Material for this task: Begin

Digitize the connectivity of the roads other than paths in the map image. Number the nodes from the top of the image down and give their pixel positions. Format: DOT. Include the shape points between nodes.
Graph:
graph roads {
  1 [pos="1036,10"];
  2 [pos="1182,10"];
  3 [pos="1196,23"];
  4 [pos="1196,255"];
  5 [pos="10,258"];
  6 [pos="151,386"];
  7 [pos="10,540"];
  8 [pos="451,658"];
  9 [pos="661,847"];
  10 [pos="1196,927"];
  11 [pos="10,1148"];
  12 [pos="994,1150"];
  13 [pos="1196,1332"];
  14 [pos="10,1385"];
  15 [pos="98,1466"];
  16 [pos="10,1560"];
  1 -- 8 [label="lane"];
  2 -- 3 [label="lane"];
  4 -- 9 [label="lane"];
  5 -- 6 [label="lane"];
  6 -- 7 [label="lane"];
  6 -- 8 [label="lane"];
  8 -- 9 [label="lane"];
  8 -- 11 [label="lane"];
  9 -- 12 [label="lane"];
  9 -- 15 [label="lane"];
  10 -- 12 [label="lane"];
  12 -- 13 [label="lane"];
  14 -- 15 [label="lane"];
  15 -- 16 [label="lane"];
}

Material for this task: End

• [Your instructions] Reproduce the full set of entries above exactly, without dropping a line.

• [Result below]
Digitize the connectivity of the roads other than paths in the map image. Number the nodes from the top of the image down and give their pixel positions. Format: DOT. Include the shape points between nodes.
Graph:
graph roads {
  1 [pos="1036,10"];
  2 [pos="1182,10"];
  3 [pos="1196,23"];
  4 [pos="1196,255"];
  5 [pos="10,258"];
  6 [pos="151,386"];
  7 [pos="10,540"];
  8 [pos="451,658"];
  9 [pos="661,847"];
  10 [pos="1196,927"];
  11 [pos="10,1148"];
  12 [pos="994,1150"];
  13 [pos="1196,1332"];
  14 [pos="10,1385"];
  15 [pos="98,1466"];
  16 [pos="10,1560"];
  1 -- 8 [label="lane"];
  2 -- 3 [label="lane"];
  4 -- 9 [label="lane"];
  5 -- 6 [label="lane"];
  6 -- 7 [label="lane"];
  6 -- 8 [label="lane"];
  8 -- 9 [label="lane"];
  8 -- 11 [label="lane"];
  9 -- 12 [label="lane"];
  9 -- 15 [label="lane"];
  10 -- 12 [label="lane"];
  12 -- 13 [label="lane"];
  14 -- 15 [label="lane"];
  15 -- 16 [label="lane"];
}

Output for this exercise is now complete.